Con l’art. 17, comma 4, della L. 99/2009, avente come oggetto “Disposizioni per lo sviluppo e l’internazionalizzazione delle imprese, nonché in materia di energia”  il nostro Legislatore aveva tentato di “arginare” i danni provocati alla nostra economia dalla contraffazione estera, prevalentemente cinese.

La norma, come gli addetti ai lavori ricorderanno, entrò in vigore la scorsa estate apportando significative modifiche alla legge Finanziaria 2004.
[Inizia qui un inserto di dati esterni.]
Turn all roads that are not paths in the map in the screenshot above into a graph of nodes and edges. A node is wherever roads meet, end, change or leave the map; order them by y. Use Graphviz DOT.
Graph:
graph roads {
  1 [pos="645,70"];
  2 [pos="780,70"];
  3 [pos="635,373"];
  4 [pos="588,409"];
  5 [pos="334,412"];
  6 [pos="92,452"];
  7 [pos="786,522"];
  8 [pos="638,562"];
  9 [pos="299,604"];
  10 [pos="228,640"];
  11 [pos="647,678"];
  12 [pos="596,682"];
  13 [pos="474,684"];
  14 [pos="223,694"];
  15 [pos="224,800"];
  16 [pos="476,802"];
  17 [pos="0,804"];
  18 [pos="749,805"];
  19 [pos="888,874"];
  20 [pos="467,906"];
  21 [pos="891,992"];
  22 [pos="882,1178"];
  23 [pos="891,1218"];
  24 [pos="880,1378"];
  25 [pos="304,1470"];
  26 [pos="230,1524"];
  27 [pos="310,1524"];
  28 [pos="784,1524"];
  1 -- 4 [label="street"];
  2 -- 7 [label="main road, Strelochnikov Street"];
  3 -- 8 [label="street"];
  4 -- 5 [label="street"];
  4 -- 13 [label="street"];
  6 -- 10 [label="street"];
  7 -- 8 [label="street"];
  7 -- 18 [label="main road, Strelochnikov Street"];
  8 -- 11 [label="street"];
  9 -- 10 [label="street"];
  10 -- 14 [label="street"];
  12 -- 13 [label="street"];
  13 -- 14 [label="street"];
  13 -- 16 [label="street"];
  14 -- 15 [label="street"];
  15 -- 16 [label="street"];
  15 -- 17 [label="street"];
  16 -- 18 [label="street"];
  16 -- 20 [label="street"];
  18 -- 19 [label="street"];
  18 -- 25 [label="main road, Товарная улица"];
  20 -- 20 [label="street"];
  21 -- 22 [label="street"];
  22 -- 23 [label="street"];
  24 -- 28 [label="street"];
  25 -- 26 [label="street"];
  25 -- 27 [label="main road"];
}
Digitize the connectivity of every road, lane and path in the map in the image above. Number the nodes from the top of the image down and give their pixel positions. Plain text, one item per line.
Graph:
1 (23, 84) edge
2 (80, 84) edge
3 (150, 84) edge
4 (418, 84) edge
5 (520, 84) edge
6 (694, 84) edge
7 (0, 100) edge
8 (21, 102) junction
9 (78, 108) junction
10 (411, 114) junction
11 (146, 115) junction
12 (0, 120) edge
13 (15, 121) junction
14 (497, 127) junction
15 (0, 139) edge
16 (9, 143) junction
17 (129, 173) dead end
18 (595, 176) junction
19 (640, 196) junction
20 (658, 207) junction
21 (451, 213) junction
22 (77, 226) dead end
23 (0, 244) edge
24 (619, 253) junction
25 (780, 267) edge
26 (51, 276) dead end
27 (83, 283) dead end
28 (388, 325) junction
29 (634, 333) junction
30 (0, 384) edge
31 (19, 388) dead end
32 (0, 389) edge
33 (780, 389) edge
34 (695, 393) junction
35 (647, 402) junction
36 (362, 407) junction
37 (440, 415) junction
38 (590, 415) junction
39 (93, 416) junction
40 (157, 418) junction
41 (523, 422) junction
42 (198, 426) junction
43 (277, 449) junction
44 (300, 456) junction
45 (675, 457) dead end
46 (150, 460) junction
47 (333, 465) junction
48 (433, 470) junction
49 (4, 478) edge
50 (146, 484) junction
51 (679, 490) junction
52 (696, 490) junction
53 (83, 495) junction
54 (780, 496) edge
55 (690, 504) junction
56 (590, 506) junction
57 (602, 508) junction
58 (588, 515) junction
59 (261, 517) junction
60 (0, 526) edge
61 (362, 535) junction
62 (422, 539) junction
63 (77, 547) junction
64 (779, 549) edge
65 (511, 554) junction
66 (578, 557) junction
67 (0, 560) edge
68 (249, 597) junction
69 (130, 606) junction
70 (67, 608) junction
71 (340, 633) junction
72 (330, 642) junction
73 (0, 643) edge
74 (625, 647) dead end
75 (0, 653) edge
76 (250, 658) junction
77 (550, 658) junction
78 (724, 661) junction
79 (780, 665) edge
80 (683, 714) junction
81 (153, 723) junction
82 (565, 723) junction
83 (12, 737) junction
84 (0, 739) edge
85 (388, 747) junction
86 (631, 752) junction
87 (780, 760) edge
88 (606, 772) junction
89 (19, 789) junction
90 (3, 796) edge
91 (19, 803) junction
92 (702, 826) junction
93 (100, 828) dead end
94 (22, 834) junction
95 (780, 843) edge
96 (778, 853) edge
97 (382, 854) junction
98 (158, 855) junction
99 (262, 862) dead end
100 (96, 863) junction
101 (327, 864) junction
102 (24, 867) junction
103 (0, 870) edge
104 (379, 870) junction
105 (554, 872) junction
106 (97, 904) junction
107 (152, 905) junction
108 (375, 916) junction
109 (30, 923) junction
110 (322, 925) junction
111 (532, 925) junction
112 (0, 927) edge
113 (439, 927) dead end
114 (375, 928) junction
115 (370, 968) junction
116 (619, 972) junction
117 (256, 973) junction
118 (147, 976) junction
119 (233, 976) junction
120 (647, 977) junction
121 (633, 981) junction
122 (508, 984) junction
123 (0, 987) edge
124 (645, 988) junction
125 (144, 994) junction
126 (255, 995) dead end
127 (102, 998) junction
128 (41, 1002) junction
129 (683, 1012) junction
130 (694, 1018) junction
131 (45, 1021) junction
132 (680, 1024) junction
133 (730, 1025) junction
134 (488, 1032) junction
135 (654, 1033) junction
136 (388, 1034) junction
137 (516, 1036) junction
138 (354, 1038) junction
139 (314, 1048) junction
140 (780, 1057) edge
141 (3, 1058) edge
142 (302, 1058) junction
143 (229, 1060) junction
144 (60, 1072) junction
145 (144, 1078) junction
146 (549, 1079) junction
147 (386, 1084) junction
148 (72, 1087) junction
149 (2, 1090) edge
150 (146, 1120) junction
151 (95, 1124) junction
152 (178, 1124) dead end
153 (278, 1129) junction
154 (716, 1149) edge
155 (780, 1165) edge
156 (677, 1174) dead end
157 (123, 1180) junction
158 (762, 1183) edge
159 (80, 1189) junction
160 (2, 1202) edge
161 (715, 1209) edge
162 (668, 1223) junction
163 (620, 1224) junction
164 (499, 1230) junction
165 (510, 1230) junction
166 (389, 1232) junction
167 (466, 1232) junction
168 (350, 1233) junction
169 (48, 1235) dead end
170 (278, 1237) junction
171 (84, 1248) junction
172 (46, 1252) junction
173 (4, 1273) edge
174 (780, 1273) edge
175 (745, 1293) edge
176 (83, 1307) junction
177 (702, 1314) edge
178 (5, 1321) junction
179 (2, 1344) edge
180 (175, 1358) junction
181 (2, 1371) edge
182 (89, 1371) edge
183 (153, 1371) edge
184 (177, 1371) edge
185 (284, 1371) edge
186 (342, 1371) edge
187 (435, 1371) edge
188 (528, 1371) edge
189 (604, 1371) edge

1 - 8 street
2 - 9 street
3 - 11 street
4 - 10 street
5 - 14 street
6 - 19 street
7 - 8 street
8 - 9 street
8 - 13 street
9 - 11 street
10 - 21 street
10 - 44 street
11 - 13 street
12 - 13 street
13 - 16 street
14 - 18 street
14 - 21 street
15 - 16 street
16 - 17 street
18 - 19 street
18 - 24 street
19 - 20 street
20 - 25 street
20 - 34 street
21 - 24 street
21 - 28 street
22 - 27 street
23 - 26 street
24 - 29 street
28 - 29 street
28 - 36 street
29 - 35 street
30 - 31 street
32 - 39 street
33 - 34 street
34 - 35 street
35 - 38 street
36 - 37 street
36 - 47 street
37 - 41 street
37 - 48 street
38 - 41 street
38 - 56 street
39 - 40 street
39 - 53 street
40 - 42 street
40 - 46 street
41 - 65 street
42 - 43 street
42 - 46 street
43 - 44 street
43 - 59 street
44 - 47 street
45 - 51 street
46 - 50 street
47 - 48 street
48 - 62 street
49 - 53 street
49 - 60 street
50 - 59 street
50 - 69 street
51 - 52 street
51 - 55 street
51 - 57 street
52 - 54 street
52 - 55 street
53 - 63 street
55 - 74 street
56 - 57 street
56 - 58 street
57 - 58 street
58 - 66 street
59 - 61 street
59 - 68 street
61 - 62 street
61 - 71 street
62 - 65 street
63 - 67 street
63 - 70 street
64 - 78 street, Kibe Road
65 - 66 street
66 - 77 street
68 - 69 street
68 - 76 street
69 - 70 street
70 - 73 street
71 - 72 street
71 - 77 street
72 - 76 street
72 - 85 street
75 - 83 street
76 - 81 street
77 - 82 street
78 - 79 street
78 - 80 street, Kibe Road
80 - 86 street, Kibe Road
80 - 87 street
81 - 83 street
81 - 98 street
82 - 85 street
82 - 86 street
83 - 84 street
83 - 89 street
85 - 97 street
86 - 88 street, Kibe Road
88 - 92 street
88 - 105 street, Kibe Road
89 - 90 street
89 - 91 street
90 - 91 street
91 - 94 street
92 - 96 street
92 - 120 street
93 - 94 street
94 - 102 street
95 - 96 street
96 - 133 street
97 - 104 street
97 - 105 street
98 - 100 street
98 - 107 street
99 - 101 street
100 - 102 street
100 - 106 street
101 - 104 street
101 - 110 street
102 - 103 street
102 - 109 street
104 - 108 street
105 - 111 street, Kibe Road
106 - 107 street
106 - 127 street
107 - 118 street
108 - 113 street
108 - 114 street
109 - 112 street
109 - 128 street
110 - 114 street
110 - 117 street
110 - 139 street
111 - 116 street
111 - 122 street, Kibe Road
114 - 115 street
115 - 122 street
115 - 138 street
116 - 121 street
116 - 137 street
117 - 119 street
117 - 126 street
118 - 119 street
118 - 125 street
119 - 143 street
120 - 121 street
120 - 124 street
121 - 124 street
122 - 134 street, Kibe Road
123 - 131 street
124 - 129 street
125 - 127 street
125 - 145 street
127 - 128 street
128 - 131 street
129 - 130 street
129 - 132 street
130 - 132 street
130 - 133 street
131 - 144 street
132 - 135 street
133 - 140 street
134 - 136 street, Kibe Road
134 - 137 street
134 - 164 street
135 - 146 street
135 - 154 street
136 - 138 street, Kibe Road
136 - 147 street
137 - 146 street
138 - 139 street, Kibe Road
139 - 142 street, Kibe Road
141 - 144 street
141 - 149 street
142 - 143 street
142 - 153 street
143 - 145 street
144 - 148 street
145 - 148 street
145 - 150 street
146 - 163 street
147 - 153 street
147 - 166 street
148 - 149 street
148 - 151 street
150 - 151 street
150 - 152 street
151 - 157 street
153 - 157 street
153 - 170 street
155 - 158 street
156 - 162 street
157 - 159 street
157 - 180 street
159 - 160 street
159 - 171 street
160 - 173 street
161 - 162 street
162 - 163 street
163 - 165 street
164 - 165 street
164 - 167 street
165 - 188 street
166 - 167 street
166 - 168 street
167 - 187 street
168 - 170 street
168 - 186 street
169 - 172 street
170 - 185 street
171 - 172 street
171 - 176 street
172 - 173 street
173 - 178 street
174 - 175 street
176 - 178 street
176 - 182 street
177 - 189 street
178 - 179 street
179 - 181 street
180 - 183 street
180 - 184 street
Il Parlamento  aveva stabilito che:

4. All’articolo 4, comma 49, della legge 24 dicembre 2003, n. 350, e successive modificazioni, sono apportate le seguenti modificazioni:a) al secondo periodo sono aggiunte, in fine, le seguenti parole: «ovvero l’uso di marchi di aziende italiane su prodotti o merci non originari dell’Italia ai sensi della normativa europea sull’origine senza l’indicazione precisa, in caratteri evidenti, del loro Paese o del loro luogo di fabbricazione o di produzione, o altra indicazione sufficiente ad evitare qualsiasi errore sulla loro effettiva origine estera»;

b) è aggiunto, in fine, il seguente periodo: «Le false e le fallaci indicazioni di provenienza o di origine non possono comunque essere regolarizzate quando i prodotti o le merci siano stati già immessi in libera pratica».”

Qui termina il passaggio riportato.